Fundamental limits of learning in sequence multi-index models and deep attention networks: High-dimensional asymptotics and sharp thresholds

TL;DR

This paper analyzes the fundamental limits of learning deep attention networks by mapping them to sequence multi-index models, deriving sharp asymptotic performance thresholds, and revealing how layers are learned sequentially in high dimensions.

Contribution

It introduces a novel mapping of deep attention networks to sequence multi-index models and provides sharp asymptotic performance thresholds in high-dimensional settings.

Findings

Sharp thresholds for sample complexity in high dimensions

Sequential layer learning dynamics uncovered

Asymptotic optimal performance characterized

Abstract

In this manuscript, we study the learning of deep attention neural networks, defined as the composition of multiple self-attention layers, with tied and low-rank weights.
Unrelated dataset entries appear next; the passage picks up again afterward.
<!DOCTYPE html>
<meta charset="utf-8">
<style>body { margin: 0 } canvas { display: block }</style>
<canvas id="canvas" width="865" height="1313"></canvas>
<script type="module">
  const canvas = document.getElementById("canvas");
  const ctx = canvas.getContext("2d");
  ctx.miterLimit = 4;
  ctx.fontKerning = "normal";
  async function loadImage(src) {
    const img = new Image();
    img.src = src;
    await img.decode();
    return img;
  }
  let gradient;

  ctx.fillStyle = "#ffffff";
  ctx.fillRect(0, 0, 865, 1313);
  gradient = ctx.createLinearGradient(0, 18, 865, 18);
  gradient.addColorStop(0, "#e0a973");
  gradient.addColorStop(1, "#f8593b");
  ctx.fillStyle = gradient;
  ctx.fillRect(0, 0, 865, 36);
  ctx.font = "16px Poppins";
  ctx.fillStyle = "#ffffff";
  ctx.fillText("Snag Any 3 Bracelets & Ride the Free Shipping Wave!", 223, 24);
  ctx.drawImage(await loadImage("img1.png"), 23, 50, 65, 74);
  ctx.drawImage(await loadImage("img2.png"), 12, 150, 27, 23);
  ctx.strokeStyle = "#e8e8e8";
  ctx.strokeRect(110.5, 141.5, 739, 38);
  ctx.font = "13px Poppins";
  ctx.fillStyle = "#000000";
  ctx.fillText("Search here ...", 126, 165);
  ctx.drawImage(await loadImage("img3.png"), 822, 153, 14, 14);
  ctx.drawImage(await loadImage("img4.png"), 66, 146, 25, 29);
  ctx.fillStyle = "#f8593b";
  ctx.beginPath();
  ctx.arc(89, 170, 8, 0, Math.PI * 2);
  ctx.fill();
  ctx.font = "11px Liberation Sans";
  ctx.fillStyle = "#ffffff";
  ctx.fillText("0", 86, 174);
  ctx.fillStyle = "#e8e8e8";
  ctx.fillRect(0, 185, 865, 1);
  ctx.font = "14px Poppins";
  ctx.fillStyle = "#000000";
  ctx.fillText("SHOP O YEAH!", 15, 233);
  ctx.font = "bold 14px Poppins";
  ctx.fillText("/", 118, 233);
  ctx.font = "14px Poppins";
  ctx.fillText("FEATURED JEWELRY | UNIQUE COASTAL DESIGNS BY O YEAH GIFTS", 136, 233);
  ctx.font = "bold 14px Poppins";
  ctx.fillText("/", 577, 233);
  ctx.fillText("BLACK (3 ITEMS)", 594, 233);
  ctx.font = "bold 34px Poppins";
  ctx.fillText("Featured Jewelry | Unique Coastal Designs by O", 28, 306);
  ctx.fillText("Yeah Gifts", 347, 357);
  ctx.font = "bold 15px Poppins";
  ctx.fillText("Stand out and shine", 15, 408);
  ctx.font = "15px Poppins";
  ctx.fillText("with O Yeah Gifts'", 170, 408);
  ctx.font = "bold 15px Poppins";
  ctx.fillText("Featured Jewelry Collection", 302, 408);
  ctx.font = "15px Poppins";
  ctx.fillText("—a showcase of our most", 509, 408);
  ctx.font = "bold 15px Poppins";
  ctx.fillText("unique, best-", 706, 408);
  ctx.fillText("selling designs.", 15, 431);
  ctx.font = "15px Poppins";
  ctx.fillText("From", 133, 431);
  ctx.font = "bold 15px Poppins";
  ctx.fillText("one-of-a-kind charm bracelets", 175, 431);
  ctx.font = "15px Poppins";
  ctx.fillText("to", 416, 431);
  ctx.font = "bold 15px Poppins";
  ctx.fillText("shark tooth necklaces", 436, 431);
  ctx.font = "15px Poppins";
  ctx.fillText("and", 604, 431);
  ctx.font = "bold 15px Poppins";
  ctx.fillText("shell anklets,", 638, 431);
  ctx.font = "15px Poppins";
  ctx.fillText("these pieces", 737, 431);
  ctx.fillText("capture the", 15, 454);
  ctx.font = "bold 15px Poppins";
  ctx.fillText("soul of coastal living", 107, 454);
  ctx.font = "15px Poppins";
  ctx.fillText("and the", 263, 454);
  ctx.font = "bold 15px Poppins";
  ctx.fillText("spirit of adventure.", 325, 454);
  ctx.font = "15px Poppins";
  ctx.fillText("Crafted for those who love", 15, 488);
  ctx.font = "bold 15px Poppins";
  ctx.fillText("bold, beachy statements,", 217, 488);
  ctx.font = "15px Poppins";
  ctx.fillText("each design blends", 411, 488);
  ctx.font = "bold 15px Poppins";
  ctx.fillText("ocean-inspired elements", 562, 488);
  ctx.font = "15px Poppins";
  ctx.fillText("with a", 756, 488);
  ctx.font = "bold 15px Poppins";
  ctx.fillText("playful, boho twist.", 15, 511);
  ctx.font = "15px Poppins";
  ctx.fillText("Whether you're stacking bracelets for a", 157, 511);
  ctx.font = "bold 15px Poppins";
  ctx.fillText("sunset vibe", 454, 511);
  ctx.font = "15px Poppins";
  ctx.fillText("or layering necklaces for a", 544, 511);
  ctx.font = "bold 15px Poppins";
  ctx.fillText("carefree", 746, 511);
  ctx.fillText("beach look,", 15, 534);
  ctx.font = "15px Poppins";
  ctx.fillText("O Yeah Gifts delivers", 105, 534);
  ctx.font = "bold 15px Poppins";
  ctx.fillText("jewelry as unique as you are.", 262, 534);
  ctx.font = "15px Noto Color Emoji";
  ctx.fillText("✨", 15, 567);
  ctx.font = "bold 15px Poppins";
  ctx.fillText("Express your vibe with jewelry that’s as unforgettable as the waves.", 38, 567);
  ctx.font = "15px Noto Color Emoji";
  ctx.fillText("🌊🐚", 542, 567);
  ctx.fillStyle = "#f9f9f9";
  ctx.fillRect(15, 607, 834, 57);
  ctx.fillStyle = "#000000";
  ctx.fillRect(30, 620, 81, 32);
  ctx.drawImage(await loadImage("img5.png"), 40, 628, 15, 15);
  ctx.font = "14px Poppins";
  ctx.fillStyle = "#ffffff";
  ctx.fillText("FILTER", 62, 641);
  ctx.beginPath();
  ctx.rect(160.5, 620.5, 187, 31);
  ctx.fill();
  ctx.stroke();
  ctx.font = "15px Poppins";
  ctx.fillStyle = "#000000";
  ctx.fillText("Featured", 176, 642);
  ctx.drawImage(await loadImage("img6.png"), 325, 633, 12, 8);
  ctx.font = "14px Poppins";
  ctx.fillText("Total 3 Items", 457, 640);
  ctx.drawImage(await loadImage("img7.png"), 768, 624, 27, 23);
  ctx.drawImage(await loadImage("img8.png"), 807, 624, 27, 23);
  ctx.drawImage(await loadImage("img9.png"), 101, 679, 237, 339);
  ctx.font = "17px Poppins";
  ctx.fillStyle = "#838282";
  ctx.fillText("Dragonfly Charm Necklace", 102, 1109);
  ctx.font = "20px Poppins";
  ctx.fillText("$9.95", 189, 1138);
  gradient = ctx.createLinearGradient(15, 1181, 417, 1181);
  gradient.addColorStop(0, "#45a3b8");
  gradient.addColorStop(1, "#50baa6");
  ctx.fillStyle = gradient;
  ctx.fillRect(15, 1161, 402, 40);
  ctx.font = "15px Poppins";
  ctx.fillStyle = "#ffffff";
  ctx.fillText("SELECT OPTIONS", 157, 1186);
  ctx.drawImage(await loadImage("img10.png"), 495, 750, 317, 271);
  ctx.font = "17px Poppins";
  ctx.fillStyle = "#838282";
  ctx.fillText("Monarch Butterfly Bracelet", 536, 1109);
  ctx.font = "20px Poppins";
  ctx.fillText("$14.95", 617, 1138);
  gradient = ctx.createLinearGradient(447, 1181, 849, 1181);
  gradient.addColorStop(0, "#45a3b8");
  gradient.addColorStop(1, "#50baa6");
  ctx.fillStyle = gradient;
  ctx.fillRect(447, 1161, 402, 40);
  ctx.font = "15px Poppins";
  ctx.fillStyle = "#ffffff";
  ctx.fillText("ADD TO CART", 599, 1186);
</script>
We first establish a mapping of such models to sequence multi-index models, a generalization of the widely studied multi-index model to sequential covariates, for which we establish a number of general results. In the context of Bayesian-optimal learning, in the limit of large dimension $D$ and commensurably large number of samples $N$, we derive a sharp asymptotic characterization of the optimal performance as well as the performance of the best-known polynomial-time algorithm for this setting --namely approximate message-passing--, and characterize sharp thresholds on the minimal sample complexity required for better-than-random prediction performance. Our analysis uncovers, in particular, how the different layers are learned sequentially. Finally, we discuss how this sequential learning can also be observed in a realistic setup.